1-Murat TAŞKIN (BİZDEN SÖYLEMESİ)

1-Murat TAŞKIN (BİZDEN SÖYLEMESİ)

Üretim yapamıyorsan vay haline...

Amerikan Federal Hükümeti ekonomiyi yeniden canlandırmak için her bir Amerikan vatandaşına 600 dolar tutarında bir parayı dağıtmayı karara bağlamış.



Marc Faber adlı işadamı bunun üzerine mizahi bir çağrı yayınlamış:

"Benim sevgili Amerikalı vatandaşlarım

Eğer bu parayı Wal-Mart'da (Alışveriş merkezi) harcarsak, para çin'e gidecek...

Eğer bu parayı benzin almak için harcarsak, para Araplara gidecek.

Eğer bilgisayar alırsak, para Hindistan'a gidecek...

Eğer sebze, meyve alırsak para Meksika'ya, Honduras'a ve Guatemala'ya gidecek.
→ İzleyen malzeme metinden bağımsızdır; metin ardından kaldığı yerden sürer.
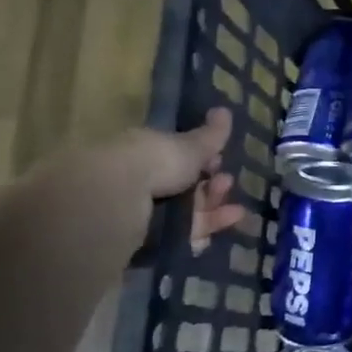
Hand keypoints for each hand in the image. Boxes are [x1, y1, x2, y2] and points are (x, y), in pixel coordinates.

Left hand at [108, 108, 244, 251]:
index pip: (176, 156)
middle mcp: (139, 181)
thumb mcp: (188, 146)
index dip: (202, 159)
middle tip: (227, 183)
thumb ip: (210, 134)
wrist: (115, 202)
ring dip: (213, 210)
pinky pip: (179, 236)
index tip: (220, 160)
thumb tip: (224, 111)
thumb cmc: (152, 162)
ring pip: (184, 212)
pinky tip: (222, 230)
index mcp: (144, 152)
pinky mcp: (145, 241)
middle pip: (183, 186)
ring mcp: (140, 213)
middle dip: (210, 186)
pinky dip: (202, 232)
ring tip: (235, 211)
Eğer bir araba almayı düşünürsek bu para Japonya veya Almanya'ya gidecek.

Eğer hediyelik bir şeyler alırsak para Tayvan'a gidecek...

Sonuçta bir kuruşu bile Amerikan ekonomisi için yarar sağlamayacak.

Bu parasal yardımı Amerikan ekonomisi içinde tutmanın tek yolu, parayı bira ve fahişelere harcamaktır.
Sadece bu iki sektörde ulusal üretim yapabilmekteyiz.

Ben kendi adıma bu yolda faaliyet gösteriyorum.."


***

Bu mizahi çağrıyı okuyan bir İtalyan ekonomist şöyle bir yanıt verir:

"Sevgili Marc,

Amerika'nın iktisadî durumu gerçekten pek iç açıcı değil.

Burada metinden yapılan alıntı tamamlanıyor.